** TASK TO CARRY OUT **
Please copy each line in the records below that contains the string "Court".

▬▬▬▬▬▬▬▬▬▬

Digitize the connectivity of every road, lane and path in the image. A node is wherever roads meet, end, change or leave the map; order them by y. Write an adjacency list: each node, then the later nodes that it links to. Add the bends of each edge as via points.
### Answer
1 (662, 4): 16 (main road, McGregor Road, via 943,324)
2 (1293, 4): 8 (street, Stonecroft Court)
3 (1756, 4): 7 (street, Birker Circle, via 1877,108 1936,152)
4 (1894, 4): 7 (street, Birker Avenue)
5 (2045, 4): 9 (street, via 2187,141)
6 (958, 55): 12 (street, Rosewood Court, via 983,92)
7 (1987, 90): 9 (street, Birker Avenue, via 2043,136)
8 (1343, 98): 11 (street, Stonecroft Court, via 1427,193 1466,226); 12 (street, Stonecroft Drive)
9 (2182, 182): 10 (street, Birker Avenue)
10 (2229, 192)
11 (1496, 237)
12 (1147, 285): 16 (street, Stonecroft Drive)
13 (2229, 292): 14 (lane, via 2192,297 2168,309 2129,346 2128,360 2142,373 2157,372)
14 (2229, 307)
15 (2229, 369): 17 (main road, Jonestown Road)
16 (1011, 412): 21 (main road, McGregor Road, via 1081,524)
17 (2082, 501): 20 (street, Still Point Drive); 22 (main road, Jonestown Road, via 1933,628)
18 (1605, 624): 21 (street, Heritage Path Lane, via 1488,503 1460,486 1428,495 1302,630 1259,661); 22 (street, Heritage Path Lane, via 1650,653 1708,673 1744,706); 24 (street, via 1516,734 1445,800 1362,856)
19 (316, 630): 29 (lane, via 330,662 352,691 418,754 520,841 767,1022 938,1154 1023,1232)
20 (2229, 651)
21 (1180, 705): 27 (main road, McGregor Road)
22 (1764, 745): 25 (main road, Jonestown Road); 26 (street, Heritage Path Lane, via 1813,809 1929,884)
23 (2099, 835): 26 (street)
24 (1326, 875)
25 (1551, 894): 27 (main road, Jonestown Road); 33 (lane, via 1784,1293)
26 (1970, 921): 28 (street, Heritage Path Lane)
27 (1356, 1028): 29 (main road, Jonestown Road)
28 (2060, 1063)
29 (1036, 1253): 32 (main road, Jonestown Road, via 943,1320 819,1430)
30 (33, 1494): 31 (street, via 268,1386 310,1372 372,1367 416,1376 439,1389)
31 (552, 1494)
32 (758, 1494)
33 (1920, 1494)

▬▬▬▬▬▬▬▬▬▬

** RESPONSE BELOW **
2 (1293, 4): 8 (street, Stonecroft Court)
6 (958, 55): 12 (street, Rosewood Court, via 983,92)
8 (1343, 98): 11 (street, Stonecroft Court, via 1427,193 1466,226); 12 (street, Stonecroft Drive)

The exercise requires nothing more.